Records from a collection
=======

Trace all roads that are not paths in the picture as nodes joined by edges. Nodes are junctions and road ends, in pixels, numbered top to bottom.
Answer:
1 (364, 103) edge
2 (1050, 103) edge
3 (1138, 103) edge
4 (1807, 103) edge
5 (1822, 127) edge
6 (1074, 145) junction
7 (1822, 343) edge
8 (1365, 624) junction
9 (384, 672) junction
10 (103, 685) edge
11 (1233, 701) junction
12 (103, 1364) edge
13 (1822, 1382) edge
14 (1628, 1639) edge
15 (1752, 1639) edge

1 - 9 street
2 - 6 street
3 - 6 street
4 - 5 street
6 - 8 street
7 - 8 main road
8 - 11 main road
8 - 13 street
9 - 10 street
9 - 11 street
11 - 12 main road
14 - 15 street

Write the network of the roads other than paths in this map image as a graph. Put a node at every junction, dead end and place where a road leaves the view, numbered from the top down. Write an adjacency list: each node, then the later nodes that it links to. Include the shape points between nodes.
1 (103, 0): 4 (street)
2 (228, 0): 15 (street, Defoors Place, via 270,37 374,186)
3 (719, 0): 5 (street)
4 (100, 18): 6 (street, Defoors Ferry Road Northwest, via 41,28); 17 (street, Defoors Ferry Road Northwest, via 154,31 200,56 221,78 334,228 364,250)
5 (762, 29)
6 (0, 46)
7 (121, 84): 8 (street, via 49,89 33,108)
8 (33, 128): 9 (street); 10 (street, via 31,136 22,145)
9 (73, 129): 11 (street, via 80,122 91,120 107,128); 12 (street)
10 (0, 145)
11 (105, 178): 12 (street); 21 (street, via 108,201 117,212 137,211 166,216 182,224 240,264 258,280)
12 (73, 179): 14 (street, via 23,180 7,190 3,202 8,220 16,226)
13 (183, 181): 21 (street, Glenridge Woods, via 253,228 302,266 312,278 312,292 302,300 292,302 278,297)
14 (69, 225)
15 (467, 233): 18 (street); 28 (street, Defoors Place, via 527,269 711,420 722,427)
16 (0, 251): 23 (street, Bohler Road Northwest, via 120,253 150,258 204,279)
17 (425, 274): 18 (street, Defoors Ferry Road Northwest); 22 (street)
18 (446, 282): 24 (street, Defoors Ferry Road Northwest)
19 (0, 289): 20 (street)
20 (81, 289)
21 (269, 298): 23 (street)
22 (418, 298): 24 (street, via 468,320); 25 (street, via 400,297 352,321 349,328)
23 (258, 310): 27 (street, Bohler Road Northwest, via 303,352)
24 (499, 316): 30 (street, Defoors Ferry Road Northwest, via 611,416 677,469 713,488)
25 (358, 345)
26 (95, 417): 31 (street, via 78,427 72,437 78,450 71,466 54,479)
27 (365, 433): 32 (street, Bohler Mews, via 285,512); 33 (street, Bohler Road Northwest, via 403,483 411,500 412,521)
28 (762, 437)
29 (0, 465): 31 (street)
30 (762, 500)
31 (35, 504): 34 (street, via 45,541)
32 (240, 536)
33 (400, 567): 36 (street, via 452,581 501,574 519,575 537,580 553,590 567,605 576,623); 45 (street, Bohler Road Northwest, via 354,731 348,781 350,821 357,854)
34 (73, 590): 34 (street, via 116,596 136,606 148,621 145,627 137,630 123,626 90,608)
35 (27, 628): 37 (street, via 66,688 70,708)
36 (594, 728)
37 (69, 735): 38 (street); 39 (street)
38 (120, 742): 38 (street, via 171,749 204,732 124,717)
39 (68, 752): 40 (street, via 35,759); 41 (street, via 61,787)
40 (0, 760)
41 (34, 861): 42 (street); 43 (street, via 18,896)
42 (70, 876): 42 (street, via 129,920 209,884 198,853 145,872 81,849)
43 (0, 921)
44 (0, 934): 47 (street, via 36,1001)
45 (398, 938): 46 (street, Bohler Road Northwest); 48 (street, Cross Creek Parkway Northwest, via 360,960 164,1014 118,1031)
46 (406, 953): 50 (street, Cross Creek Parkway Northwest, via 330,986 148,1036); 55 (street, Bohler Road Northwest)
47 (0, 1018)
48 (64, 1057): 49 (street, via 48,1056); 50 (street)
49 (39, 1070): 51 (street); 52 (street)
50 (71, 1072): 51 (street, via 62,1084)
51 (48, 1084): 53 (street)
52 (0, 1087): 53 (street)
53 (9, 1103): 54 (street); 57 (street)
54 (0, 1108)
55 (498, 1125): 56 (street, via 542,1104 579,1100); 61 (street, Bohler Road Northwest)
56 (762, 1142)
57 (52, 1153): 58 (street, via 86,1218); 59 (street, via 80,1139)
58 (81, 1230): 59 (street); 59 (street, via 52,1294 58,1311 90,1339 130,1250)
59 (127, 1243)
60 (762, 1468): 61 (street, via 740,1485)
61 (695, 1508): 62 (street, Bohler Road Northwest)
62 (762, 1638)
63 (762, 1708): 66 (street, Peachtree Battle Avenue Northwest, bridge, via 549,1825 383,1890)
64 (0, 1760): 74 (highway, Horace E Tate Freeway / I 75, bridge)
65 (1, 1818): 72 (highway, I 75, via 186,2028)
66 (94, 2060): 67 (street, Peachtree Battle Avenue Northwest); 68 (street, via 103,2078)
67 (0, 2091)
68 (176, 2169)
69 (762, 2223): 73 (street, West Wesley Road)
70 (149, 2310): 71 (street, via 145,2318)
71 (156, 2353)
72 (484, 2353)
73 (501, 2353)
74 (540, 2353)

=======

**What needs to be done**
All the lines above should come back exactly as written.

**Expected output**
Trace all roads that are not paths in the picture as nodes joined by edges. Nodes are junctions and road ends, in pixels, numbered top to bottom.
Answer:
1 (364, 103) edge
2 (1050, 103) edge
3 (1138, 103) edge
4 (1807, 103) edge
5 (1822, 127) edge
6 (1074, 145) junction
7 (1822, 343) edge
8 (1365, 624) junction
9 (384, 672) junction
10 (103, 685) edge
11 (1233, 701) junction
12 (103, 1364) edge
13 (1822, 1382) edge
14 (1628, 1639) edge
15 (1752, 1639) edge

1 - 9 street
2 - 6 street
3 - 6 street
4 - 5 street
6 - 8 street
7 - 8 main road
8 - 11 main road
8 - 13 street
9 - 10 street
9 - 11 street
11 - 12 main road
14 - 15 street

Write the network of the roads other than paths in this map image as a graph. Put a node at every junction, dead end and place where a road leaves the view, numbered from the top down. Write an adjacency list: each node, then the later nodes that it links to. Include the shape points between nodes.
1 (103, 0): 4 (street)
2 (228, 0): 15 (street, Defoors Place, via 270,37 374,186)
3 (719, 0): 5 (street)
4 (100, 18): 6 (street, Defoors Ferry Road Northwest, via 41,28); 17 (street, Defoors Ferry Road Northwest, via 154,31 200,56 221,78 334,228 364,250)
5 (762, 29)
6 (0, 46)
7 (121, 84): 8 (street, via 49,89 33,108)
8 (33, 128): 9 (street); 10 (street, via 31,136 22,145)
9 (73, 129): 11 (street, via 80,122 91,120 107,128); 12 (street)
10 (0, 145)
11 (105, 178): 12 (street); 21 (street, via 108,201 117,212 137,211 166,216 182,224 240,264 258,280)
12 (73, 179): 14 (street, via 23,180 7,190 3,202 8,220 16,226)
13 (183, 181): 21 (street, Glenridge Woods, via 253,228 302,266 312,278 312,292 302,300 292,302 278,297)
14 (69, 225)
15 (467, 233): 18 (street); 28 (street, Defoors Place, via 527,269 711,420 722,427)
16 (0, 251): 23 (street, Bohler Road Northwest, via 120,253 150,258 204,279)
17 (425, 274): 18 (street, Defoors Ferry Road Northwest); 22 (street)
18 (446, 282): 24 (street, Defoors Ferry Road Northwest)
19 (0, 289): 20 (street)
20 (81, 289)
21 (269, 298): 23 (street)
22 (418, 298): 24 (street, via 468,320); 25 (street, via 400,297 352,321 349,328)
23 (258, 310): 27 (street, Bohler Road Northwest, via 303,352)
24 (499, 316): 30 (street, Defoors Ferry Road Northwest, via 611,416 677,469 713,488)
25 (358, 345)
26 (95, 417): 31 (street, via 78,427 72,437 78,450 71,466 54,479)
27 (365, 433): 32 (street, Bohler Mews, via 285,512); 33 (street, Bohler Road Northwest, via 403,483 411,500 412,521)
28 (762, 437)
29 (0, 465): 31 (street)
30 (762, 500)
31 (35, 504): 34 (street, via 45,541)
32 (240, 536)
33 (400, 567): 36 (street, via 452,581 501,574 519,575 537,580 553,590 567,605 576,623); 45 (street, Bohler Road Northwest, via 354,731 348,781 350,821 357,854)
34 (73, 590): 34 (street, via 116,596 136,606 148,621 145,627 137,630 123,626 90,608)
35 (27, 628): 37 (street, via 66,688 70,708)
36 (594, 728)
37 (69, 735): 38 (street); 39 (street)
38 (120, 742): 38 (street, via 171,749 204,732 124,717)
39 (68, 752): 40 (street, via 35,759); 41 (street, via 61,787)
40 (0, 760)
41 (34, 861): 42 (street); 43 (street, via 18,896)
42 (70, 876): 42 (street, via 129,920 209,884 198,853 145,872 81,849)
43 (0, 921)
44 (0, 934): 47 (street, via 36,1001)
45 (398, 938): 46 (street, Bohler Road Northwest); 48 (street, Cross Creek Parkway Northwest, via 360,960 164,1014 118,1031)
46 (406, 953): 50 (street, Cross Creek Parkway Northwest, via 330,986 148,1036); 55 (street, Bohler Road Northwest)
47 (0, 1018)
48 (64, 1057): 49 (street, via 48,1056); 50 (street)
49 (39, 1070): 51 (street); 52 (street)
50 (71, 1072): 51 (street, via 62,1084)
51 (48, 1084): 53 (street)
52 (0, 1087): 53 (street)
53 (9, 1103): 54 (street); 57 (street)
54 (0, 1108)
55 (498, 1125): 56 (street, via 542,1104 579,1100); 61 (street, Bohler Road Northwest)
56 (762, 1142)
57 (52, 1153): 58 (street, via 86,1218); 59 (street, via 80,1139)
58 (81, 1230): 59 (street); 59 (street, via 52,1294 58,1311 90,1339 130,1250)
59 (127, 1243)
60 (762, 1468): 61 (street, via 740,1485)
61 (695, 1508): 62 (street, Bohler Road Northwest)
62 (762, 1638)
63 (762, 1708): 66 (street, Peachtree Battle Avenue Northwest, bridge, via 549,1825 383,1890)
64 (0, 1760): 74 (highway, Horace E Tate Freeway / I 75, bridge)
65 (1, 1818): 72 (highway, I 75, via 186,2028)
66 (94, 2060): 67 (street, Peachtree Battle Avenue Northwest); 68 (street, via 103,2078)
67 (0, 2091)
68 (176, 2169)
69 (762, 2223): 73 (street, West Wesley Road)
70 (149, 2310): 71 (street, via 145,2318)
71 (156, 2353)
72 (484, 2353)
73 (501, 2353)
74 (540, 2353)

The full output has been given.